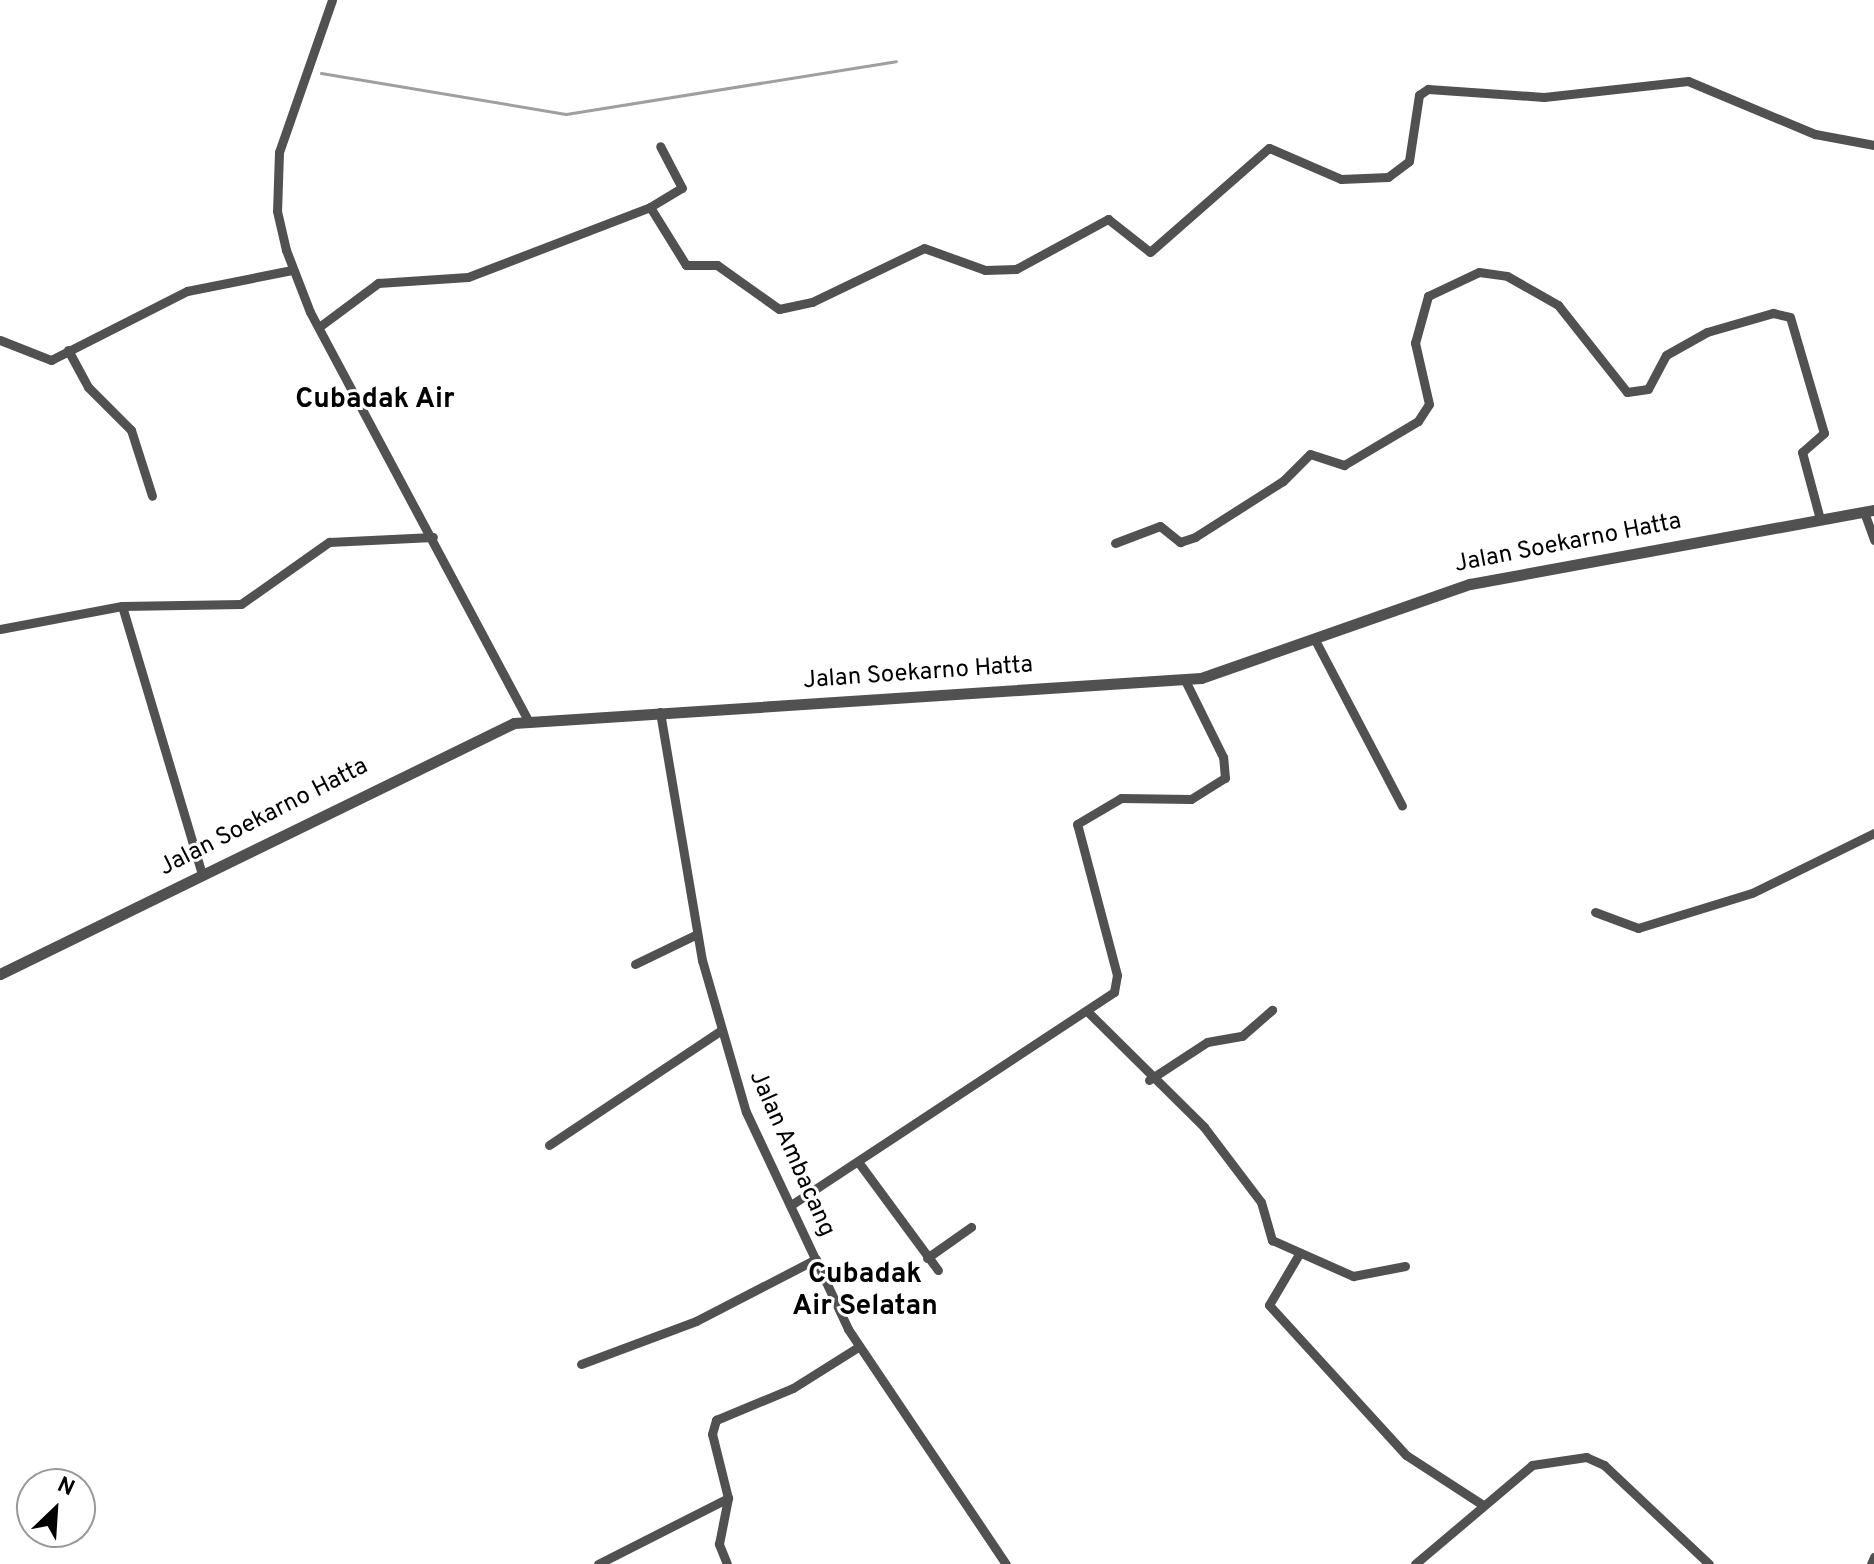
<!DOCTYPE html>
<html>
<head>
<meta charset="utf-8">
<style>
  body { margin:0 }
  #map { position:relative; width:1874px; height:1564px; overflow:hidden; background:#fff; font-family:Overpass,sans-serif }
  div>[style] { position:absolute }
  .stream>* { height:3px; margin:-1.5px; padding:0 1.5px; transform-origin:1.5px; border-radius:1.5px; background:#9f9f9f }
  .minor>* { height:9px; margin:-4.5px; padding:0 4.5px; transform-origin:4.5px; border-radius:4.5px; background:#515151 }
  .tertiary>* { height:11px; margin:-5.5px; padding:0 5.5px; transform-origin:5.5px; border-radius:5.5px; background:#515151 }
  span { translate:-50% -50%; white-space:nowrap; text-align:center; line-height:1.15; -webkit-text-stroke:6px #fff; paint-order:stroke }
  .street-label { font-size:24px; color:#000 }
  .quarter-label { font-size:28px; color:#000; font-weight:700 }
  .north { position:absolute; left:16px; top:1468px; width:80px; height:80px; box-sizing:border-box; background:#fff; border:2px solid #999; border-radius:50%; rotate:25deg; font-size:22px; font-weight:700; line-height:32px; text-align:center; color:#000 }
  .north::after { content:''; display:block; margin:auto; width:28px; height:36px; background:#000; clip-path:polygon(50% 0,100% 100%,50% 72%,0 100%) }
</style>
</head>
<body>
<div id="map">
  <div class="stream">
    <div style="left:321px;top:73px;width:248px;rotate:9.5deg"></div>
    <div style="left:566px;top:114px;width:334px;rotate:-9.1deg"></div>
  </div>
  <div class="minor">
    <div style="left:332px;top:0;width:161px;rotate:109.2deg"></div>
    <div style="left:279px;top:152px;width:59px;rotate:91.9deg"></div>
    <div style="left:277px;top:211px;width:40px;rotate:77deg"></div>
    <div style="left:286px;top:250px;width:66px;rotate:68.8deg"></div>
    <div style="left:310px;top:312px;width:463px;rotate:61.9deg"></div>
    <div style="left:650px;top:207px;width:37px;rotate:-31deg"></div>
    <div style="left:682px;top:188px;width:47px;rotate:-117.6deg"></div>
    <div style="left:319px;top:327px;width:74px;rotate:-36.7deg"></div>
    <div style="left:378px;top:283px;width:90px;rotate:-3.8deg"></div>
    <div style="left:468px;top:277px;width:195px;rotate:-21deg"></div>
    <div style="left:650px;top:207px;width:68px;rotate:58.2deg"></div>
    <div style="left:686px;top:265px;width:31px"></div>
    <div style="left:717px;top:265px;width:76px;rotate:35.4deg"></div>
    <div style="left:779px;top:309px;width:34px;rotate:-12deg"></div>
    <div style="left:812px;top:302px;width:124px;rotate:-25.7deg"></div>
    <div style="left:924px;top:248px;width:65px;rotate:19.8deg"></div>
    <div style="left:985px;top:270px;width:31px;rotate:-2deg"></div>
    <div style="left:1016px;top:269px;width:105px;rotate:-28.5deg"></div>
    <div style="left:1108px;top:219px;width:53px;rotate:38.2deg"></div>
    <div style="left:1150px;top:252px;width:158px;rotate:-41.2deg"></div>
    <div style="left:1269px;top:148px;width:78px;rotate:23.3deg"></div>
    <div style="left:1341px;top:179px;width:47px;rotate:-2.4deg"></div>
    <div style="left:1388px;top:177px;width:26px;rotate:-37deg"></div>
    <div style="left:1409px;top:161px;width:67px;rotate:-81.4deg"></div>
    <div style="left:1419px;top:95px;width:11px;rotate:-34deg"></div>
    <div style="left:1428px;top:89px;width:116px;rotate:3.9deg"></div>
    <div style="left:1544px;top:97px;width:145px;rotate:-6.3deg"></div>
    <div style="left:1688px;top:81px;width:138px;rotate:22.7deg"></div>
    <div style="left:1815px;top:134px;width:60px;rotate:10.6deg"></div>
    <div style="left:0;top:340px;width:55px;rotate:21.4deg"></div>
    <div style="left:51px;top:360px;width:153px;rotate:-26.9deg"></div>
    <div style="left:187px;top:291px;width:107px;rotate:-11.3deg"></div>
    <div style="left:68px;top:350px;width:42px;rotate:61.6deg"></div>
    <div style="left:88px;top:387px;width:61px;rotate:45deg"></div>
    <div style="left:131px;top:430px;width:69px;rotate:72.3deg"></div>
    <div style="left:1864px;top:512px;width:30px;rotate:70deg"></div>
    <div style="left:1115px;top:543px;width:48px;rotate:-20.7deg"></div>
    <div style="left:1160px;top:526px;width:26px;rotate:39deg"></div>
    <div style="left:1180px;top:542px;width:16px;rotate:-18deg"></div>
    <div style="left:1195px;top:537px;width:104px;rotate:-32.5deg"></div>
    <div style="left:1283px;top:481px;width:38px;rotate:-45deg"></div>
    <div style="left:1310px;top:454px;width:36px;rotate:18deg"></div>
    <div style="left:1344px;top:465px;width:86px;rotate:-30.7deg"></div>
    <div style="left:1418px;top:421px;width:20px;rotate:-57deg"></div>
    <div style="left:1429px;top:404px;width:63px;rotate:-102.9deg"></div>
    <div style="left:1415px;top:343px;width:49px;rotate:-74.5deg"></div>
    <div style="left:1428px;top:296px;width:56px;rotate:-25.2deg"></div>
    <div style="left:1479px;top:272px;width:28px;rotate:8deg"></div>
    <div style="left:1507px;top:276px;width:59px;rotate:29.6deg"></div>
    <div style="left:1558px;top:305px;width:111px;rotate:51.6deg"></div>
    <div style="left:1627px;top:392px;width:21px;rotate:-8deg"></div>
    <div style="left:1648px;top:389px;width:38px;rotate:-62deg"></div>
    <div style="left:1666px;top:355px;width:47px;rotate:-29.3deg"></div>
    <div style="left:1707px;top:332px;width:69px;rotate:-16.1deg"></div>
    <div style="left:1773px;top:313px;width:17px;rotate:13deg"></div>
    <div style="left:1790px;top:317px;width:121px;rotate:73.7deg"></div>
    <div style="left:1824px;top:433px;width:29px;rotate:139deg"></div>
    <div style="left:1802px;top:452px;width:69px;rotate:75deg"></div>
    <div style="left:122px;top:606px;width:119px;rotate:-1deg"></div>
    <div style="left:241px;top:604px;width:108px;rotate:-35.2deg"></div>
    <div style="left:329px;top:542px;width:104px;rotate:-2.8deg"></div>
    <div style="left:0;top:629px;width:124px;rotate:-10.7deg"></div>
    <div style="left:122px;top:606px;width:280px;rotate:73.4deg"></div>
    <div style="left:1315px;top:640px;width:187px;rotate:62.3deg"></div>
    <div style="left:660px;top:712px;width:252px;rotate:80.4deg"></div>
    <div style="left:702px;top:960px;width:158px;rotate:73.9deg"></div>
    <div style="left:746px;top:1112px;width:240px;rotate:64.8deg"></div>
    <div style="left:848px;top:1329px;width:283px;rotate:56.1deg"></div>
    <div style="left:1595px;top:912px;width:46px;rotate:20.4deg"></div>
    <div style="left:1638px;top:928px;width:119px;rotate:-17.1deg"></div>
    <div style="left:1752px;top:893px;width:136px;rotate:-26.2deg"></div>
    <div style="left:635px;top:964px;width:69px;rotate:-25.8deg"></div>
    <div style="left:1089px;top:1013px;width:162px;rotate:44.7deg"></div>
    <div style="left:1204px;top:1127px;width:94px;rotate:52.8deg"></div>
    <div style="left:1261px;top:1202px;width:40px;rotate:74deg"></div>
    <div style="left:1272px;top:1240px;width:89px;rotate:24deg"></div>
    <div style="left:1353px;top:1276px;width:53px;rotate:-10.9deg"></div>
    <div style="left:1149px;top:1080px;width:69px;rotate:-33.2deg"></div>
    <div style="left:1207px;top:1042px;width:36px;rotate:-10deg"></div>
    <div style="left:1242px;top:1036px;width:40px;rotate:-41deg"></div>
    <div style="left:549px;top:1145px;width:206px;rotate:-33.7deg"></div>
    <div style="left:859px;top:1163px;width:133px;rotate:53.6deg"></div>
    <div style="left:791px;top:1205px;width:387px;rotate:-33.4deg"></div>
    <div style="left:1114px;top:992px;width:17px;rotate:-80deg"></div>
    <div style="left:1117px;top:975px;width:156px;rotate:-104.8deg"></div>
    <div style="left:1077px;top:824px;width:51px;rotate:-30.6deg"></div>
    <div style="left:1121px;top:798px;width:70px;rotate:0.8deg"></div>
    <div style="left:1191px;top:799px;width:40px;rotate:-32deg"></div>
    <div style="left:1225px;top:778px;width:21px;rotate:-95deg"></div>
    <div style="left:1223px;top:757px;width:86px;rotate:-116.3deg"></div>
    <div style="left:1299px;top:1254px;width:59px;rotate:120.5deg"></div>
    <div style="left:1269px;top:1305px;width:203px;rotate:47.6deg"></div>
    <div style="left:1406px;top:1455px;width:92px;rotate:33deg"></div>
    <div style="left:927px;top:1258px;width:54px;rotate:-35.2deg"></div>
    <div style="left:581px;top:1364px;width:123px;rotate:-20.5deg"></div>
    <div style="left:696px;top:1321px;width:135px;rotate:-27.3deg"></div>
    <div style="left:598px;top:1564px;width:146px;rotate:-26.9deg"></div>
    <div style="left:728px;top:1498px;width:66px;rotate:-104deg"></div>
    <div style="left:712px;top:1434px;width:15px;rotate:-74deg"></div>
    <div style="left:716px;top:1420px;width:83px;rotate:-22.6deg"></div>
    <div style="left:793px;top:1388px;width:77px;rotate:-32.2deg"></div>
    <div style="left:727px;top:1564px;width:22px;rotate:-112deg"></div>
    <div style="left:719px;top:1544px;width:47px;rotate:-78.9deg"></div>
    <div style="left:1415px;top:1564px;width:153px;rotate:-40.2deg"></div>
    <div style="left:1532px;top:1465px;width:55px;rotate:-8.4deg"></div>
    <div style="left:1586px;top:1457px;width:20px;rotate:24deg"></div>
    <div style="left:1604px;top:1465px;width:144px;rotate:43.3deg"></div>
    <div style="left:1871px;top:1564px;width:8px;rotate:-67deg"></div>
  </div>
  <div class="tertiary">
    <div style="left:0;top:974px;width:572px;rotate:-26.03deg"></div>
    <div style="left:514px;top:723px;width:688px;rotate:-3.75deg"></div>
    <div style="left:1201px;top:678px;width:285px;rotate:-19.3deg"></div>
    <div style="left:1470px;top:584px;width:411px;rotate:-10.4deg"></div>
  </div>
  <div class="street-label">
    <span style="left:1568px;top:544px;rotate:-11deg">Jalan Soekarno Hatta</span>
    <span style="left:918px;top:674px;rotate:-4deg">Jalan Soekarno Hatta</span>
    <span style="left:264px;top:818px;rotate:-27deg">Jalan Soekarno Hatta</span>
    <span style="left:791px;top:1154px;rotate:66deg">Jalan Ambacang</span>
  </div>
  <div class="quarter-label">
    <span style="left:375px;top:400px">Cubadak Air</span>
    <span style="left:865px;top:1291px">Cubadak<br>Air Selatan</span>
  </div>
  <div class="north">N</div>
</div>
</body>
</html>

§ WHAT IS NEEDED: Repeat the lines of the listing above verbatim, beginning at its first line and ending at the line containing "height:3px; margin:-1.5px; padding:0", which is included. Omit pictures.

§ FINAL ANSWER:
<!DOCTYPE html>
<html>
<head>
<meta charset="utf-8">
<style>
  body { margin:0 }
  #map { position:relative; width:1874px; height:1564px; overflow:hidden; background:#fff; font-family:Overpass,sans-serif }
  div>[style] { position:absolute }
  .stream>* { height:3px; margin:-1.5px; padding:0 1.5px; transform-origin:1.5px; border-radius:1.5px; background:#9f9f9f }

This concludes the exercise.